Hz. Peygamber (s.a) ile olan münasebetleri de böyle idi. Onunla birlikte olurlarsa, ellerindeki imkanları kaybetmek endişesi onları rahatsız ediyordu. Çünkü o, kendilerinin alışık oldukları şeylerin dışına çıkmış ve onların benimsedikleri inkar ve sapıklığa aykırı görüşler getirmişti. Hatta onlar bazı vakitlerde veya bazı hallerde ya da bazı yönlerden bile olsa, onunla kendi aralarında bir uzlaşma ve anlaşma sağlamak ve kendi çürük yapılarını bu anlaşmayla ayakta tutabilmek için ondan koparacakları bir tavizle yetinmek maksa­dıyla, onu siyaseten kendi yanlarına çekmek istediler. Hz. Peygam­ber (s.a) saf gerçek üzerinde sabit kalmanın ve katışıksız doğruyu muhafaza etmenin dışında hiçbir şeyi kabul etmedi. Allah Teala bu konuda şu âyetleri indirdi:
"De ki: Ey kâfirler! Ben sizin taptıkla­rınıza tapmam. Benim taptığıma da siz tapmıyorsunuz. Ben de sizin taptıklarınıza asla tapacak değilim. Evet siz de benim taptığıma tapıyor değilsiniz. Sizin dininiz size, benim dinim de banadır."[37]
Bunun üzerine Hz. Peygamber'e düşmanca bir tavır takındılar ve husûmet oklarını üzerine attılar. Barış taraftarı olanların tamamı ona savaş açtılar. Samimi dostlar ona karşı elem verici bir azaba dönüştüler. Mesela Ebu Cehil ve diğerleri gibi neseb yönünden en yakın akrabaları bile ona karşı en uzak kişiler olmuş; en merhametli olanı bile en katı kalplisi haline gelmişti. O halde hangi gariplik bu garipliğe denk olabilir? Bununla beraber Allah, onu kendi haline bırakmadı, onların kendisine buğzetmelerinin dışında kötülük yapmalarına fırsat vermedi. Bilakis onu korudu ve Rabbinin risaletini/mesajını ulaştırıncaya kadar himaye etti ve gözetti.
Sonra nüzulü esnasında ve kesintisiz tebliği boyunca şeriat, kendi mensuplarıyla diğerleri arasında daima bir mesafe koydu ve kendi hakikati ile onların uydurdukları şeyler arasına bir sınır çekti. Fakat, hayret edilecek hikmetli bir durum vardır ki, o da şeriatın hükümleri ile daha önce gönderilen büyük dinlerin asılları arasın­daki uyuma işaret edilmiş olmasıdır. Araplar, babaları İbrahim'e (a.s) nisbet edilmişler, diğerleri de içlerinden çıkan Peygambere nisbet edilmişlerdir. Meselâ Allah Teala peygamberlerin pek çoğunu zikrettikten sonra şöyle buyurur:
"İşte bunlar Allah'ın doğru yola eriştirdikleridir, onların yoluna uy."[38]  Yine Allah Teala şöyle buyurur:
"Dini ayakta tutun ve onda ayrılığa düşmeyin, diye Nuh'a tavsiye ettiğini, sana vahyettiğimizi, İbrahim'e, Musa'ya ve İsa'ya tavsiye ettiğimizi Allah size de din kıldı. Fakat kendilerini çağırdığın bu din, Allah'a ortak koşanlara ağır geldi."[39]
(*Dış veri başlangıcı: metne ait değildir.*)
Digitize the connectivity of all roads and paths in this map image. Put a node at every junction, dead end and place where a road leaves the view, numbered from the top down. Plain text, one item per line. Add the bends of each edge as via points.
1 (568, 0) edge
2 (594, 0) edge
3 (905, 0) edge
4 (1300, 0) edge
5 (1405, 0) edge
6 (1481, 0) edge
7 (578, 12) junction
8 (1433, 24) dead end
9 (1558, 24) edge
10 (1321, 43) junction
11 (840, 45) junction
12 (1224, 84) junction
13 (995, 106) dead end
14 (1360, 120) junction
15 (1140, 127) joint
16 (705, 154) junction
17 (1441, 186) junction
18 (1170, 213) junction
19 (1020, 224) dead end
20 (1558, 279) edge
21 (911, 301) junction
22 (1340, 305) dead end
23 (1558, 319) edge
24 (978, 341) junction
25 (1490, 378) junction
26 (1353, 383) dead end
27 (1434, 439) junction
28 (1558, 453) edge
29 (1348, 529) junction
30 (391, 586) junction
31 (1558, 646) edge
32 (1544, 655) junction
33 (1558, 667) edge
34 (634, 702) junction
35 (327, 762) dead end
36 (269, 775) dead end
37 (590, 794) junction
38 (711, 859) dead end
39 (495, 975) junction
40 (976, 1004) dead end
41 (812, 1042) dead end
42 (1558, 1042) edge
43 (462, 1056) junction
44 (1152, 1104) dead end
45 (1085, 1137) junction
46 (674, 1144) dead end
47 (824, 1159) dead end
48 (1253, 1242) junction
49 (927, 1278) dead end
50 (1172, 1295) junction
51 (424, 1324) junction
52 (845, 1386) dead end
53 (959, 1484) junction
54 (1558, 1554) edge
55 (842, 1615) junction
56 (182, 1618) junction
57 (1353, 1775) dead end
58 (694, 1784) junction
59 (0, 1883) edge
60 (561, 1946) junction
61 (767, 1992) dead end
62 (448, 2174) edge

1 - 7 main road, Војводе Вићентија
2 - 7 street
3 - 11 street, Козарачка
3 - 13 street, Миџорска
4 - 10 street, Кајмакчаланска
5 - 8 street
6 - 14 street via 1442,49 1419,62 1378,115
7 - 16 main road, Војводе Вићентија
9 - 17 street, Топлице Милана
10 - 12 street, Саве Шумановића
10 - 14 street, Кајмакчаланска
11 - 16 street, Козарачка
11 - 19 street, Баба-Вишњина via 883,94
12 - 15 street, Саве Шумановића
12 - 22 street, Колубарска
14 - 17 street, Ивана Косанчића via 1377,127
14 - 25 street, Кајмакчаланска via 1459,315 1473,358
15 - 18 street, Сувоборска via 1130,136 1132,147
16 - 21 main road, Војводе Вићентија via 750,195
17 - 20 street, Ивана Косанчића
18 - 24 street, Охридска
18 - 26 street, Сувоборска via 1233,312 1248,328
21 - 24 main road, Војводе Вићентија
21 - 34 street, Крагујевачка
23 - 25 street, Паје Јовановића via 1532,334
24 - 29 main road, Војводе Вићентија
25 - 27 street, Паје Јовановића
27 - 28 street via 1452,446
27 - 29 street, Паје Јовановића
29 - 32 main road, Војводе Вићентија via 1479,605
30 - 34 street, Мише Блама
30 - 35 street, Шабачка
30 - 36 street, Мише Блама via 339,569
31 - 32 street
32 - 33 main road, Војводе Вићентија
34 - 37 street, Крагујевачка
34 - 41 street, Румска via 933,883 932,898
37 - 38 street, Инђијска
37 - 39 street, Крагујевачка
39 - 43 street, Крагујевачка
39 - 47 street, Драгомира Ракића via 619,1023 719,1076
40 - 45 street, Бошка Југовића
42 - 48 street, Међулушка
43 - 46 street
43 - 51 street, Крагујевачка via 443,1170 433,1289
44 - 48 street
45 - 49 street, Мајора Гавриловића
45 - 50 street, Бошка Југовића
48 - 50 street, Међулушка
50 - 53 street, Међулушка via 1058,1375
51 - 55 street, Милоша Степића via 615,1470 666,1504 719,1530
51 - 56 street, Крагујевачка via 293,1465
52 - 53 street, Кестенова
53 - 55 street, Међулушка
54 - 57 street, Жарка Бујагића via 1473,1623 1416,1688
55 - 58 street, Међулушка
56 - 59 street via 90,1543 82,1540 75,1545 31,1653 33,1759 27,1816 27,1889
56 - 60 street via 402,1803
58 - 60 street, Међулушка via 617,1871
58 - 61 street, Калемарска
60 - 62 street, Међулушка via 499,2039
[28] 'İslamın başlangıcı "ile kastedilen, Hz. Peygamber'in (s.a) gönderildiği dönem ve miladî 6. asırdaki insanların durumudur. "İslamın sonu"   ifadesiyle de âhir zamanda insanlarda meydana gelecek olan aşırı bozulma kastedilmiştir. Elbette o zaman da İslama bir dönüş olacaktır. Fakat islamın başlangıcıyla bunun farkı şudur: Birincisinde Peygamberlik ve Peygamber vardır; ikincisini bir yenileştirme ve Peygamberin mesajının yeniden ihyası söz konusudur.
[29] Bu ifade Ahzâb Sûresi 45. Âyetten alınmıştır.
[30] Ankebût: 65
[31] Sâd: 5
[32] Kâf: 3
[33] Enfâl: 32
[34] Şuarâ: 70-74
[35] Zuhruf- 21.22
[36] Zuhruf- 24
[37] Kâfirûn Sûresi
[38] Enam: 90
[39] Şûra: 13, İmam Şatıbi, el-İ’tisam Kitap Dünyası Yayınları: 1/22-24.
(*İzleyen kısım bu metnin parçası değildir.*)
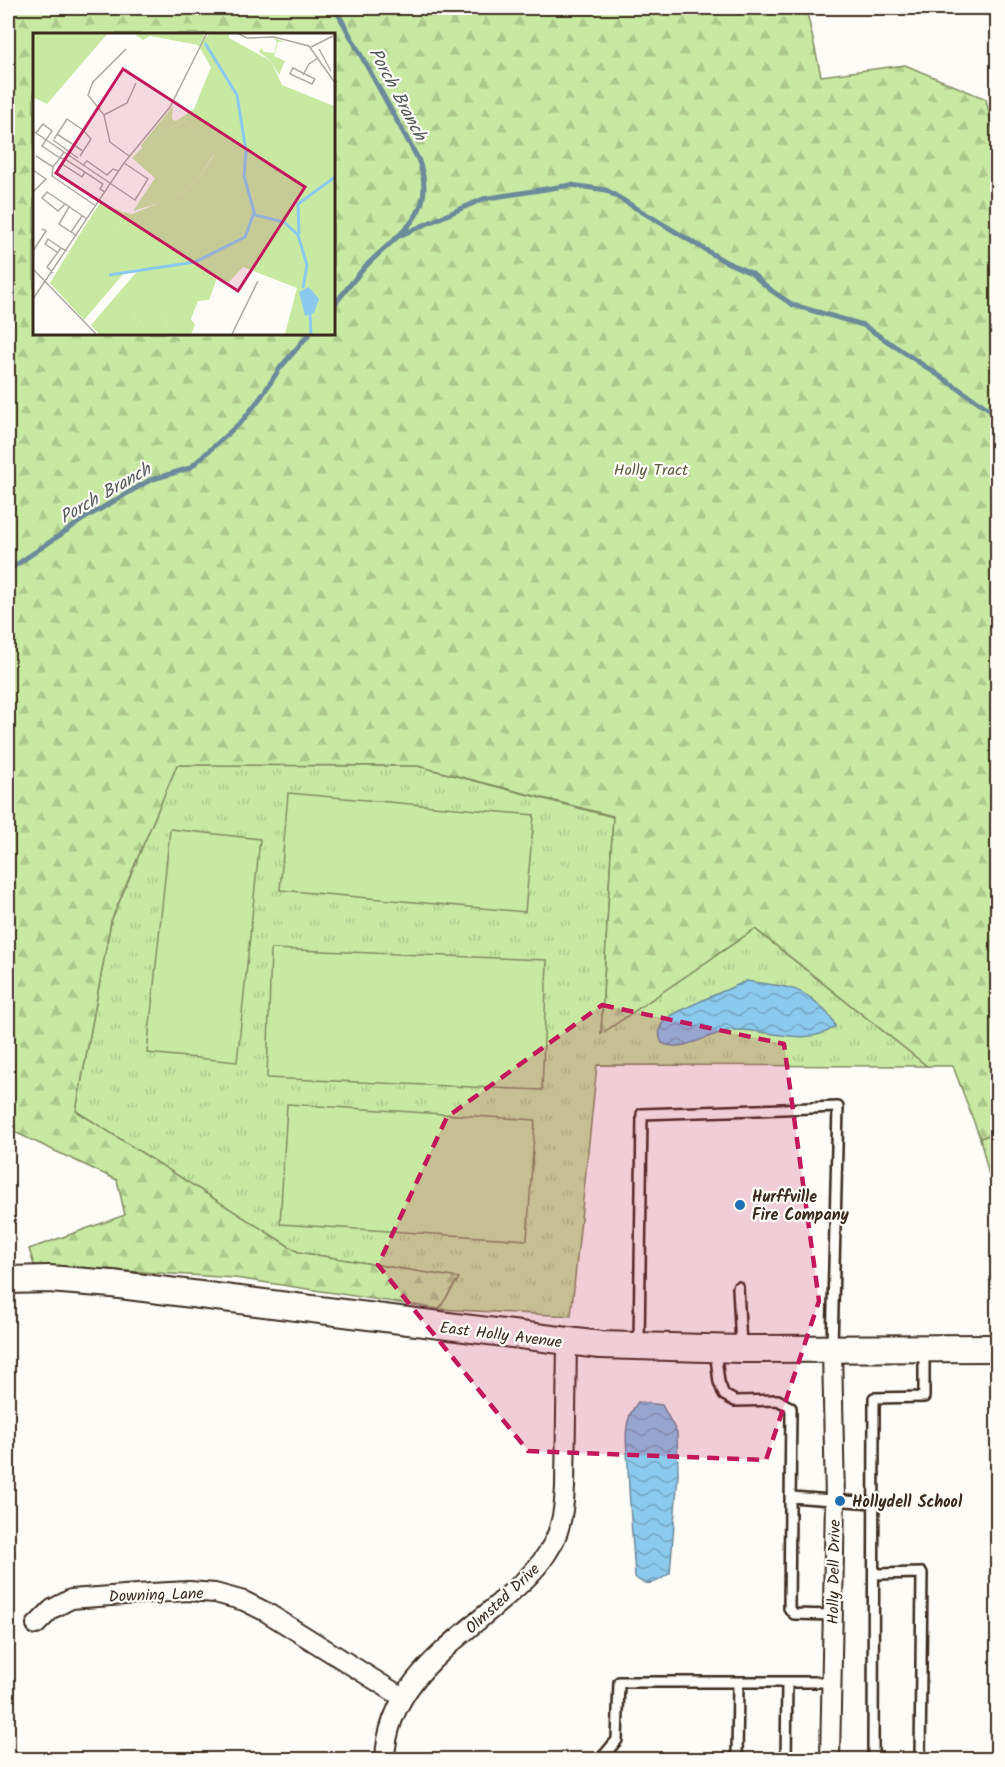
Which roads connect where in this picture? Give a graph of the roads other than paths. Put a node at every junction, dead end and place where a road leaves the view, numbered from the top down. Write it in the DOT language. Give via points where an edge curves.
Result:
graph roads {
  1 [pos="8,1280"];
  2 [pos="738,1287"];
  3 [pos="567,1342"];
  4 [pos="639,1347"];
  5 [pos="715,1348"];
  6 [pos="741,1348"];
  7 [pos="924,1348"];
  8 [pos="998,1348"];
  9 [pos="832,1349"];
  10 [pos="791,1497"];
  11 [pos="835,1501"];
  12 [pos="873,1503"];
  13 [pos="874,1574"];
  14 [pos="833,1614"];
  15 [pos="36,1625"];
  16 [pos="738,1682"];
  17 [pos="787,1682"];
  18 [pos="832,1682"];
  19 [pos="402,1697"];
  20 [pos="385,1760"];
  21 [pos="600,1760"];
  22 [pos="736,1760"];
  23 [pos="786,1760"];
  24 [pos="830,1760"];
  25 [pos="873,1760"];
  26 [pos="920,1760"];
  1 -- 3 [label="street, East Holly Avenue" via="112,1284"];
  2 -- 6 [label="lane"];
  3 -- 4 [label="street, East Holly Avenue"];
  3 -- 19 [label="street, Olmsted Drive" via="566,1487 555,1540 525,1580 423,1671"];
  4 -- 5 [label="street, East Holly Avenue"];
  4 -- 9 [label="lane" via="642,1114 838,1107"];
  5 -- 6 [label="street, East Holly Avenue"];
  5 -- 10 [label="lane" via="724,1395 735,1401 778,1400 791,1408"];
  6 -- 9 [label="street, East Holly Avenue"];
  7 -- 8 [label="street, East Holly Avenue"];
  7 -- 9 [label="street, East Holly Avenue"];
  7 -- 12 [label="lane" via="924,1397 874,1398"];
  9 -- 11 [label="street, Holly Dell Drive"];
  10 -- 11 [label="lane"];
  10 -- 14 [label="lane" via="789,1608 794,1614"];
  11 -- 12 [label="lane"];
  11 -- 14 [label="street, Holly Dell Drive"];
  12 -- 13 [label="lane"];
  13 -- 25 [label="lane"];
  13 -- 26 [label="lane" via="922,1573"];
  14 -- 18 [label="street, Holly Dell Drive"];
  15 -- 19 [label="street, Downing Lane" via="52,1609 71,1599 189,1591 215,1593 266,1612"];
  16 -- 17 [label="lane"];
  16 -- 21 [label="lane" via="619,1682 617,1740"];
  16 -- 22 [label="lane"];
  17 -- 18 [label="lane"];
  17 -- 23 [label="lane"];
  18 -- 24 [label="street, Holly Dell Drive"];
  19 -- 20 [label="street, Olmsted Drive" via="390,1723"];
}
[Bu mesajın devamını görebilmek için kayıt olun ya da giriş yapın
Bu Sayfayi Paylas
Facebook'a Ekle
Kayıtlı

Müslüman
Anahtar Kelime
*****
Offline Pasif

Mesajlar: 132.042


View Profile
Re: Hz. Muhammedin peygamberlikle görevlendirildiği zaman insanların durumu
« Posted on: 25 Nisan 2024, 05:32:52 »

 
      uyari
Allah-ın (c.c) Selamı Rahmeti ve Ruhu Revani Nuru Muhammed (a.s.v) Efendimizin şefaati Siz Din Kardeşlerimizin Üzerine Olsun.İlimdünyamıza hoşgeldiniz. Ben din kardeşiniz olarak ilim & bilim sitemizden sınırsız bir şekilde yararlanebilmeniz için sitemize üye olmanızı ve bu 3 günlük dünyada ilimdaş kardeşlerinize sitemize üye olarak destek olmanızı tavsiye ederim. Neden sizde bu ilim feyzinden nasibinizi almayasınız ki ? Haydi din kardeşim sende üye ol !.

giris  kayit
Anahtar Kelimeler: Hz. Muhammedin peygamberlikle görevlendirildiği zaman insanların durumu rüya tabiri,Hz. Muhammedin peygamberlikle görevlendirildiği zaman insanların durumu mekke canlı, Hz. Muhammedin peygamberlikle görevlendirildiği zaman insanların durumu kabe canlı yayın, Hz. Muhammedin peygamberlikle görevlendirildiği zaman insanların durumu Üç boyutlu kuran oku Hz. Muhammedin peygamberlikle görevlendirildiği zaman insanların durumu kuran ı kerim, Hz. Muhammedin peygamberlikle görevlendirildiği zaman insanların durumu peygamber kıssaları,Hz. Muhammedin peygamberlikle görevlendirildiği zaman insanların durumu ilitam ders soruları, Hz. Muhammedin peygamberlikle görevlendirildiği zaman insanların durumuönlisans arapça,
Logged
03 Eylül 2016, 15:53:19
Ceren

Çevrimdışı Çevrimdışı

Mesaj Sayısı: 26.620


« Yanıtla #1 : 03 Eylül 2016, 15:53:19 »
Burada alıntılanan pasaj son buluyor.